Here are some test images:

enter image description here

I wonder how do you distinguish your "rectangular" ROI from other "rectangular" items in your picture — Dr. belisarius, Mar 11 '13 at 16:04
What's making it hard to answer this question is that we don't have a good idea of the scope of the kinds of rectangles that you really want to identify. If it really is just this one, then you can do so by clicking on four points! Do you have a collection of images where we can see the target rectangle(s). — bill s, Mar 20 '13 at 17:39
Also, I don't think downsampling and color conversion as a first step is a good idea. You may be losing useful info. — Dr. belisarius, Mar 20 '13 at 17:54
Maybe not, speed is important and we can save a copy of the original to compare against. — M.R., Mar 20 '13 at 17:56
You should look at nikie's answers here and here for some ideas... — rm -rf, Mar 20 '13 at 18:07
I've seen that, but her method fails in the second step on all on my images, the heuristic of taking the largest filled binary region is waaaaay too simplistic to work somewhat generally. — M.R., Mar 20 '13 at 18:18
(a) you're not planning to code this in Mathematica eventually, and (b) "Rectangularity" seems poorly defined. Kind of hard to find a good starting point. — Jens, Mar 20 '13 at 20:08
Finding four straight (-ish) lines with angles that add to approximately 360 degrees might be fruitful.... — geordie, Mar 20 '13 at 23:14
@geordie But how to tell apart a rectangle with parallax from a planar parallelogram? Or how to distinguish a rectangle in a 3D scene with perspective vanishing points from a trapezoid in 2D? And how rounded are the corners allowed to be? I think this problem isn't a good fit for this forum. — Jens, Mar 21 '13 at 03:39
@Jens Fair point. I was assuming that the goal was to find 'potential' rectangles not just actual rectangles. I realise this is a somewhat idiosyncratic distinction... "Ceci n'est pas une pipe" — geordie, Mar 21 '13 at 11:04
@M.R. Do you know what SelectComponents' equivalent function is in opencv?

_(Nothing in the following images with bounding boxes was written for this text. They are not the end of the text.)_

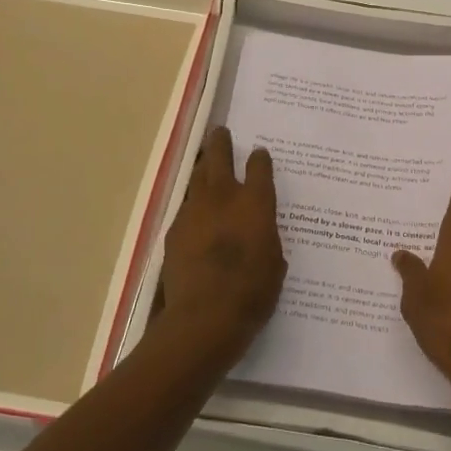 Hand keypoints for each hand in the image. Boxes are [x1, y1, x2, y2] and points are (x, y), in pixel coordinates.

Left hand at [152, 127, 285, 367]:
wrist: (204, 317)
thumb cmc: (252, 293)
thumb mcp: (275, 264)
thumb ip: (267, 239)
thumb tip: (260, 233)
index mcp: (255, 203)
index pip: (259, 168)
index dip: (260, 159)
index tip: (259, 154)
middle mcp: (223, 197)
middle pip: (218, 157)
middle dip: (220, 143)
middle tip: (221, 133)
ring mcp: (194, 211)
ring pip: (197, 178)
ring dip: (203, 169)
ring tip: (205, 164)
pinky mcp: (174, 230)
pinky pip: (185, 207)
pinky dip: (193, 204)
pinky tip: (195, 213) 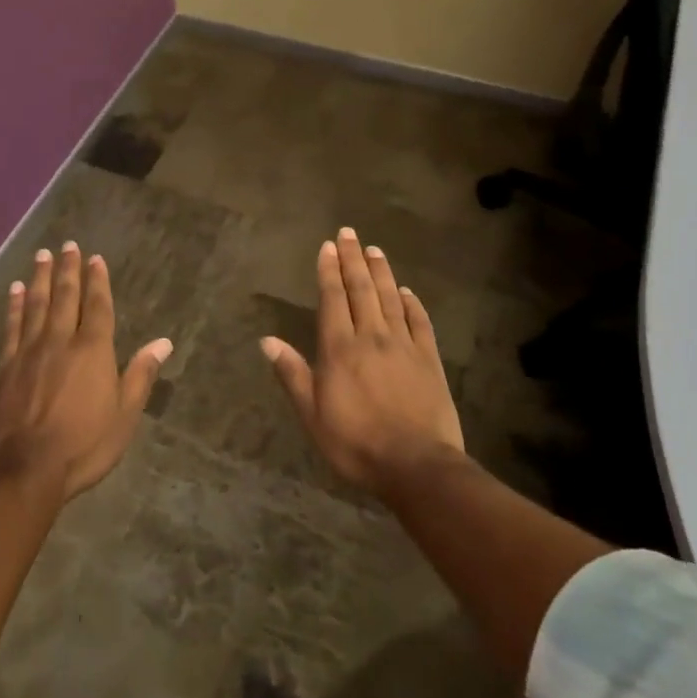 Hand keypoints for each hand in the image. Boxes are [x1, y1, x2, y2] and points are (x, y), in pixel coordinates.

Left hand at [0, 241, 171, 501]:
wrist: (24, 469)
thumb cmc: (83, 445)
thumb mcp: (124, 415)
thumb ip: (140, 375)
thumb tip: (163, 342)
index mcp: (93, 350)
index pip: (97, 305)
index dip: (98, 280)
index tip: (95, 258)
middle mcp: (61, 340)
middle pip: (65, 296)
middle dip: (68, 269)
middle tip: (67, 245)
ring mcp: (29, 351)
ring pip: (36, 304)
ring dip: (40, 278)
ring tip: (42, 255)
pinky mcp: (5, 366)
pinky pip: (11, 326)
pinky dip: (13, 305)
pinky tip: (14, 290)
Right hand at [262, 228, 464, 495]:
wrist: (416, 465)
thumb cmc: (356, 443)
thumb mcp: (312, 415)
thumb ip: (292, 374)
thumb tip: (267, 340)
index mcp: (340, 349)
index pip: (333, 299)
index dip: (329, 271)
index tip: (328, 247)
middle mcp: (371, 337)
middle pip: (361, 290)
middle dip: (352, 259)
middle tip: (349, 233)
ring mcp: (404, 345)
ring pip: (390, 298)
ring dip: (381, 272)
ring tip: (374, 250)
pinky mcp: (429, 359)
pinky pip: (419, 322)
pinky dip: (412, 303)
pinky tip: (407, 291) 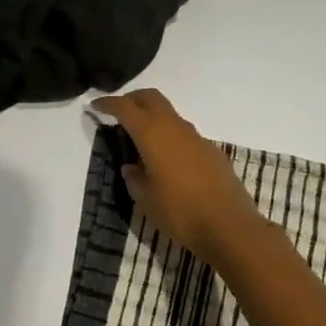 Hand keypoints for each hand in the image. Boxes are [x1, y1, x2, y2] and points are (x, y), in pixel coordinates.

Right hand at [91, 89, 271, 267]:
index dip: (109, 103)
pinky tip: (167, 159)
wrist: (230, 227)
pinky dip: (170, 136)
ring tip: (141, 139)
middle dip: (133, 99)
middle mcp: (175, 128)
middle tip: (119, 111)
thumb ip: (134, 178)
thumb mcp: (146, 200)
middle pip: (151, 98)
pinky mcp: (212, 151)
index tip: (96, 106)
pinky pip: (184, 134)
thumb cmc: (180, 213)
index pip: (126, 108)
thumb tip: (131, 167)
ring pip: (170, 115)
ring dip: (153, 118)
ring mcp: (197, 138)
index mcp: (153, 135) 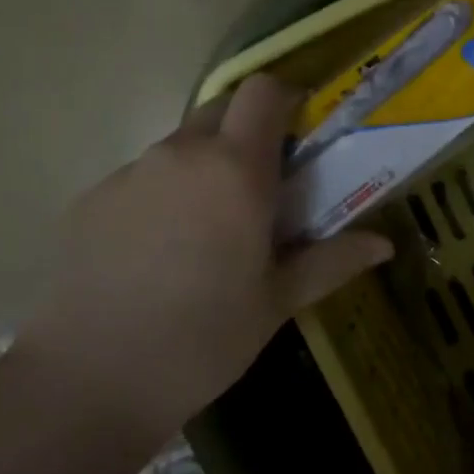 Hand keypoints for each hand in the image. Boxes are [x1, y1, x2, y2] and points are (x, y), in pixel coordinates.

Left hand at [17, 75, 392, 443]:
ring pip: (178, 148)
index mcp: (234, 169)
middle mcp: (179, 154)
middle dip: (246, 134)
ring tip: (206, 233)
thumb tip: (384, 244)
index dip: (285, 99)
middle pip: (220, 112)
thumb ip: (332, 261)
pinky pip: (140, 180)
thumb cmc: (203, 340)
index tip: (300, 135)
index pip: (263, 91)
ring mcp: (128, 174)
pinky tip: (156, 257)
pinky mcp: (89, 200)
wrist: (89, 382)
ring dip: (203, 169)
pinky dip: (161, 198)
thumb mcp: (277, 302)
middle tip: (260, 190) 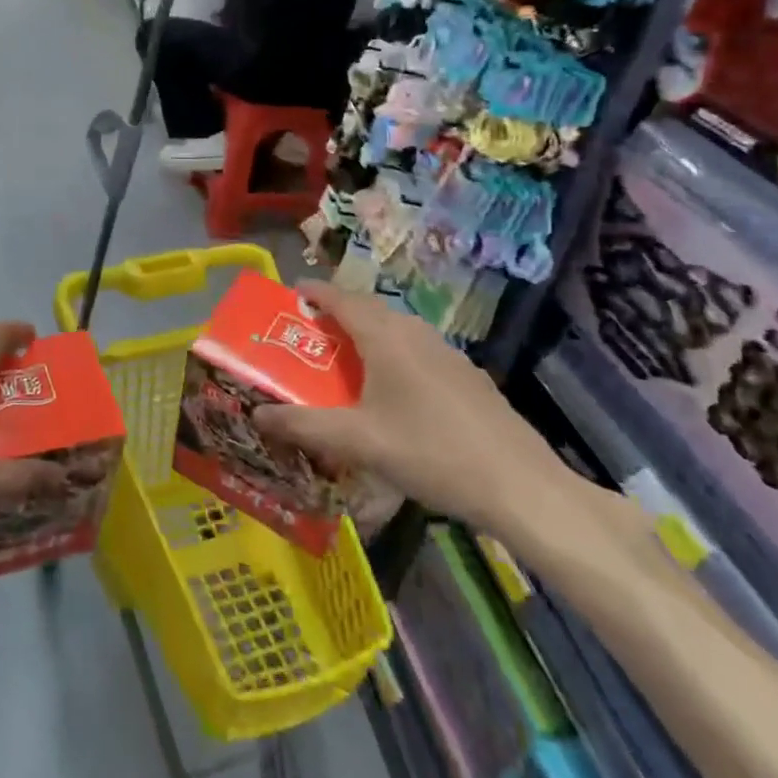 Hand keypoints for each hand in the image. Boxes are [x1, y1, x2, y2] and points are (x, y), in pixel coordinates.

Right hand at [255, 281, 586, 542]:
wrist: (521, 487)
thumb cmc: (430, 453)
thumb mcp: (358, 442)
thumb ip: (304, 426)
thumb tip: (256, 414)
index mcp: (386, 337)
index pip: (342, 299)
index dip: (315, 292)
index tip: (292, 291)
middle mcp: (416, 334)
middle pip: (370, 310)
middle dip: (338, 313)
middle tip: (311, 333)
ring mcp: (448, 354)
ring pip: (397, 330)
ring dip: (368, 334)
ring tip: (347, 359)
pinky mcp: (469, 377)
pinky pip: (419, 351)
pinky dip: (394, 354)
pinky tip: (395, 391)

Do you have a reference suggestion? — rm -rf, Jan 17 '14 at 03:04
I wonder if SelectComponents convex hull properties, Opening with a BoxMatrix or DiamondMatrix, and perhaps the number of convex hull points could be of use — Sterling, Feb 24 '21 at 21:38

Dr. belisarius · Answer 1 · 2013-03-24T22:20:51.067

13

It's more a region-of-interest detection than a rectangle identification algorithm and still half-baked, but anyway: (using Mma 8.0 on WinXP)

l = {"https://i.stack.imgur.com/t95sV.jpg", "https://i.stack.imgur.com/MVP47.jpg", 
     "https://i.stack.imgur.com/QpiLb.jpg", "https://i.stack.imgur.com/pHHZ4.jpg", 
     "https://i.stack.imgur.com/wlFpH.jpg", "https://i.stack.imgur.com/x7YO9.jpg", 
     "https://i.stack.imgur.com/zCHSm.jpg"};

i = ImageResize[#, 500] & /@ (Import /@ l);
i1 = ColorSeparate[#, "HSB"][[2]] & /@ i;
ie1 = EdgeDetect /@ ImageAdjust /@ (LaplacianGaussianFilter[#, 2] & /@ i1);
dc1 = DeleteSmallComponents[#, 100] & /@ ie1;
lines1 = ImageLines[#, .15, .611] & /@ dc1;
slope[{p1_, p2_}] := (p2[[2]] - p1[[2]])/(p2[[1]] - p1[[1]])
Show[#[[1]], Graphics[{Thick, Red, Line /@ #[[2]]}], 
      ImageSize -> 100] & /@ Transpose[{i, lines1}]

Mathematica graphics

The next step is to discard those lines whose slopes are not paired/grouped within a tolerance. I need only some spare time ...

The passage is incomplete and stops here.